Record extracts: Begin

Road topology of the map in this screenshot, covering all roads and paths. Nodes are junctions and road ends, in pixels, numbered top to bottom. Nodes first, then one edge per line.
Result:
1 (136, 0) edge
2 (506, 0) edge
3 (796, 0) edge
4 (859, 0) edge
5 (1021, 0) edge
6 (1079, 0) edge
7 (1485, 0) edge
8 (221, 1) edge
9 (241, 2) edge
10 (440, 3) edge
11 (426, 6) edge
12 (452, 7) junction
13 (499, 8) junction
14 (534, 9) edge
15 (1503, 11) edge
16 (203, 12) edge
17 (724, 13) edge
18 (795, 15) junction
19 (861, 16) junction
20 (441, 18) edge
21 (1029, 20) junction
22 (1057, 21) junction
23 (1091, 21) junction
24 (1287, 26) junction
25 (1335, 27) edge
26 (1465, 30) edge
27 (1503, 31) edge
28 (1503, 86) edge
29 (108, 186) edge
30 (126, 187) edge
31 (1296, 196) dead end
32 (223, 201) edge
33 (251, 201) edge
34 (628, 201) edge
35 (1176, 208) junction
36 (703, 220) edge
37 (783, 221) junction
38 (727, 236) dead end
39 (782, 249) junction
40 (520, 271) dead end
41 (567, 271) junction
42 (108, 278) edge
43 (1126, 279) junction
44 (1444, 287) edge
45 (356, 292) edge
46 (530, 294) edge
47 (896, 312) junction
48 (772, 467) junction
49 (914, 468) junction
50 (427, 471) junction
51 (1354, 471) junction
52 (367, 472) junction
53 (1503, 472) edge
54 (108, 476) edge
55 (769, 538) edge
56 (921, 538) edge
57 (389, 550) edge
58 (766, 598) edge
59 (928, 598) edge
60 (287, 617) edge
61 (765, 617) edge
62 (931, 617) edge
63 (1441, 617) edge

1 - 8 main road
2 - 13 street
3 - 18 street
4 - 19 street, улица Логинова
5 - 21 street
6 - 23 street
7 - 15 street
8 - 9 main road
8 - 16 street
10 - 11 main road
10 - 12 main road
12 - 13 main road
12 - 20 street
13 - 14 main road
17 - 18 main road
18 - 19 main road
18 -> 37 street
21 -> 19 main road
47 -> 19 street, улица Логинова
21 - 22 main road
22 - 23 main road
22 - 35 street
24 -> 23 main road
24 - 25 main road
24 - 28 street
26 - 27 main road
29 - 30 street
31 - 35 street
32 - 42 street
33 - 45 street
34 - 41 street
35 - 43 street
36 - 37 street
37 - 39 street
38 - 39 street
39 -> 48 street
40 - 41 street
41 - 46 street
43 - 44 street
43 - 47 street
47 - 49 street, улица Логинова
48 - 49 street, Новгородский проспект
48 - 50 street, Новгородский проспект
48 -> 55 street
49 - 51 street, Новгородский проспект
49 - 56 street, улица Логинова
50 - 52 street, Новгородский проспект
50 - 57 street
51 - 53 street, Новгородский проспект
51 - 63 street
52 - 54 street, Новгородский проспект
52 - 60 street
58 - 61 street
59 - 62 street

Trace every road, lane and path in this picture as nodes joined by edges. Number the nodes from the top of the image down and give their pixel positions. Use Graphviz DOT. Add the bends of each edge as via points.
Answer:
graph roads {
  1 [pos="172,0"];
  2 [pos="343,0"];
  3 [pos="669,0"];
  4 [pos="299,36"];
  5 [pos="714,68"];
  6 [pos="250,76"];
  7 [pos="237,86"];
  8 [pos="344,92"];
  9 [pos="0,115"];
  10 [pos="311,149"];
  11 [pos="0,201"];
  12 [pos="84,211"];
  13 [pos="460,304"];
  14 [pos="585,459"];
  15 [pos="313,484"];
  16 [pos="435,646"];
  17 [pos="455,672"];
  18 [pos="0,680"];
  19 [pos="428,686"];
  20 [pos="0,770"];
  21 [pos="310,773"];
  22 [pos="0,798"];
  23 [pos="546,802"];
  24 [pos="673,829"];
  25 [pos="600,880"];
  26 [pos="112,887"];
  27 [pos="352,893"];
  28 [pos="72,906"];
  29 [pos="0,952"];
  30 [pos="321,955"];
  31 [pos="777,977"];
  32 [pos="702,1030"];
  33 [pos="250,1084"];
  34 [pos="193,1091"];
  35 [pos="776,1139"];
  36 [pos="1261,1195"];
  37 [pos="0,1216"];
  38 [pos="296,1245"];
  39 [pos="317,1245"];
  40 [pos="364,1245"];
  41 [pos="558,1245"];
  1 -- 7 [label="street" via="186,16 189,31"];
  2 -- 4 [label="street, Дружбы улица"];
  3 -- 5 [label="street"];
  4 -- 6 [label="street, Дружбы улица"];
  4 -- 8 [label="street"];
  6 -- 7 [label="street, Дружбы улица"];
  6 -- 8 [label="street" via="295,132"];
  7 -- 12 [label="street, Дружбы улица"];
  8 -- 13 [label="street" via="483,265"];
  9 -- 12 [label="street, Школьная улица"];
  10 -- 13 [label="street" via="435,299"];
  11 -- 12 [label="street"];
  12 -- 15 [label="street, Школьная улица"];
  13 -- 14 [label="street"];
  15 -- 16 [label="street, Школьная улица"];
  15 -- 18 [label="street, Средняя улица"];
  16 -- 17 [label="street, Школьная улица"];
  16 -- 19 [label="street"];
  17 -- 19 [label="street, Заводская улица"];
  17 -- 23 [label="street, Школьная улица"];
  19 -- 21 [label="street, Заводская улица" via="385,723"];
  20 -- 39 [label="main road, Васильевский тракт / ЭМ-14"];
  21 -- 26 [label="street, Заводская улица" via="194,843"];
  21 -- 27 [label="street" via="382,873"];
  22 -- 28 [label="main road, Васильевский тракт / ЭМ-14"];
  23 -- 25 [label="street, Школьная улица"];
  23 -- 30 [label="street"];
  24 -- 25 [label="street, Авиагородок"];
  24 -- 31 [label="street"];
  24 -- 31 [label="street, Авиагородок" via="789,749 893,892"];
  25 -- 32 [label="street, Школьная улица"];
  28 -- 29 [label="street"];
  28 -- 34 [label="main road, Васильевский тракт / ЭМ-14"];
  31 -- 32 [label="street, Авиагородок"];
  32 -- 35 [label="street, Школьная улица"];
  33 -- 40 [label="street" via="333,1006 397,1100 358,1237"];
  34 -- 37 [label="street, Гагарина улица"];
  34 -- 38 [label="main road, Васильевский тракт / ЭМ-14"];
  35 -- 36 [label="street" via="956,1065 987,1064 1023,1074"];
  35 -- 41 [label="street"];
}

Record extracts: End

§ Task item
Retype each line above, keeping every character.

§ Exercise solution
Road topology of the map in this screenshot, covering all roads and paths. Nodes are junctions and road ends, in pixels, numbered top to bottom. Nodes first, then one edge per line.
Result:
1 (136, 0) edge
2 (506, 0) edge
3 (796, 0) edge
4 (859, 0) edge
5 (1021, 0) edge
6 (1079, 0) edge
7 (1485, 0) edge
8 (221, 1) edge
9 (241, 2) edge
10 (440, 3) edge
11 (426, 6) edge
12 (452, 7) junction
13 (499, 8) junction
14 (534, 9) edge
15 (1503, 11) edge
16 (203, 12) edge
17 (724, 13) edge
18 (795, 15) junction
19 (861, 16) junction
20 (441, 18) edge
21 (1029, 20) junction
22 (1057, 21) junction
23 (1091, 21) junction
24 (1287, 26) junction
25 (1335, 27) edge
26 (1465, 30) edge
27 (1503, 31) edge
28 (1503, 86) edge
29 (108, 186) edge
30 (126, 187) edge
31 (1296, 196) dead end
32 (223, 201) edge
33 (251, 201) edge
34 (628, 201) edge
35 (1176, 208) junction
36 (703, 220) edge
37 (783, 221) junction
38 (727, 236) dead end
39 (782, 249) junction
40 (520, 271) dead end
41 (567, 271) junction
42 (108, 278) edge
43 (1126, 279) junction
44 (1444, 287) edge
45 (356, 292) edge
46 (530, 294) edge
47 (896, 312) junction
48 (772, 467) junction
49 (914, 468) junction
50 (427, 471) junction
51 (1354, 471) junction
52 (367, 472) junction
53 (1503, 472) edge
54 (108, 476) edge
55 (769, 538) edge
56 (921, 538) edge
57 (389, 550) edge
58 (766, 598) edge
59 (928, 598) edge
60 (287, 617) edge
61 (765, 617) edge
62 (931, 617) edge
63 (1441, 617) edge

1 - 8 main road
2 - 13 street
3 - 18 street
4 - 19 street, улица Логинова
5 - 21 street
6 - 23 street
7 - 15 street
8 - 9 main road
8 - 16 street
10 - 11 main road
10 - 12 main road
12 - 13 main road
12 - 20 street
13 - 14 main road
17 - 18 main road
18 - 19 main road
18 -> 37 street
21 -> 19 main road
47 -> 19 street, улица Логинова
21 - 22 main road
22 - 23 main road
22 - 35 street
24 -> 23 main road
24 - 25 main road
24 - 28 street
26 - 27 main road
29 - 30 street
31 - 35 street
32 - 42 street
33 - 45 street
34 - 41 street
35 - 43 street
36 - 37 street
37 - 39 street
38 - 39 street
39 -> 48 street
40 - 41 street
41 - 46 street
43 - 44 street
43 - 47 street
47 - 49 street, улица Логинова
48 - 49 street, Новгородский проспект
48 - 50 street, Новгородский проспект
48 -> 55 street
49 - 51 street, Новгородский проспект
49 - 56 street, улица Логинова
50 - 52 street, Новгородский проспект
50 - 57 street
51 - 53 street, Новгородский проспект
51 - 63 street
52 - 54 street, Новгородский проспект
52 - 60 street
58 - 61 street
59 - 62 street

Trace every road, lane and path in this picture as nodes joined by edges. Number the nodes from the top of the image down and give their pixel positions. Use Graphviz DOT. Add the bends of each edge as via points.
Answer:
graph roads {
  1 [pos="172,0"];
  2 [pos="343,0"];
  3 [pos="669,0"];
  4 [pos="299,36"];
  5 [pos="714,68"];
  6 [pos="250,76"];
  7 [pos="237,86"];
  8 [pos="344,92"];
  9 [pos="0,115"];
  10 [pos="311,149"];
  11 [pos="0,201"];
  12 [pos="84,211"];
  13 [pos="460,304"];
  14 [pos="585,459"];
  15 [pos="313,484"];
  16 [pos="435,646"];
  17 [pos="455,672"];
  18 [pos="0,680"];
  19 [pos="428,686"];
  20 [pos="0,770"];
  21 [pos="310,773"];
  22 [pos="0,798"];
  23 [pos="546,802"];
  24 [pos="673,829"];
  25 [pos="600,880"];
  26 [pos="112,887"];
  27 [pos="352,893"];
  28 [pos="72,906"];
  29 [pos="0,952"];
  30 [pos="321,955"];
  31 [pos="777,977"];
  32 [pos="702,1030"];
  33 [pos="250,1084"];
  34 [pos="193,1091"];
  35 [pos="776,1139"];
  36 [pos="1261,1195"];
  37 [pos="0,1216"];
  38 [pos="296,1245"];
  39 [pos="317,1245"];
  40 [pos="364,1245"];
  41 [pos="558,1245"];
  1 -- 7 [label="street" via="186,16 189,31"];
  2 -- 4 [label="street, Дружбы улица"];
  3 -- 5 [label="street"];
  4 -- 6 [label="street, Дружбы улица"];
  4 -- 8 [label="street"];
  6 -- 7 [label="street, Дружбы улица"];
  6 -- 8 [label="street" via="295,132"];
  7 -- 12 [label="street, Дружбы улица"];
  8 -- 13 [label="street" via="483,265"];
  9 -- 12 [label="street, Школьная улица"];
  10 -- 13 [label="street" via="435,299"];
  11 -- 12 [label="street"];
  12 -- 15 [label="street, Школьная улица"];
  13 -- 14 [label="street"];
  15 -- 16 [label="street, Школьная улица"];
  15 -- 18 [label="street, Средняя улица"];
  16 -- 17 [label="street, Школьная улица"];
  16 -- 19 [label="street"];
  17 -- 19 [label="street, Заводская улица"];
  17 -- 23 [label="street, Школьная улица"];
  19 -- 21 [label="street, Заводская улица" via="385,723"];
  20 -- 39 [label="main road, Васильевский тракт / ЭМ-14"];
  21 -- 26 [label="street, Заводская улица" via="194,843"];
  21 -- 27 [label="street" via="382,873"];
  22 -- 28 [label="main road, Васильевский тракт / ЭМ-14"];
  23 -- 25 [label="street, Школьная улица"];
  23 -- 30 [label="street"];
  24 -- 25 [label="street, Авиагородок"];
  24 -- 31 [label="street"];
  24 -- 31 [label="street, Авиагородок" via="789,749 893,892"];
  25 -- 32 [label="street, Школьная улица"];
  28 -- 29 [label="street"];
  28 -- 34 [label="main road, Васильевский тракт / ЭМ-14"];
  31 -- 32 [label="street, Авиагородок"];
  32 -- 35 [label="street, Школьная улица"];
  33 -- 40 [label="street" via="333,1006 397,1100 358,1237"];
  34 -- 37 [label="street, Гагарина улица"];
  34 -- 38 [label="main road, Васильевский тракт / ЭМ-14"];
  35 -- 36 [label="street" via="956,1065 987,1064 1023,1074"];
  35 -- 41 [label="street"];
}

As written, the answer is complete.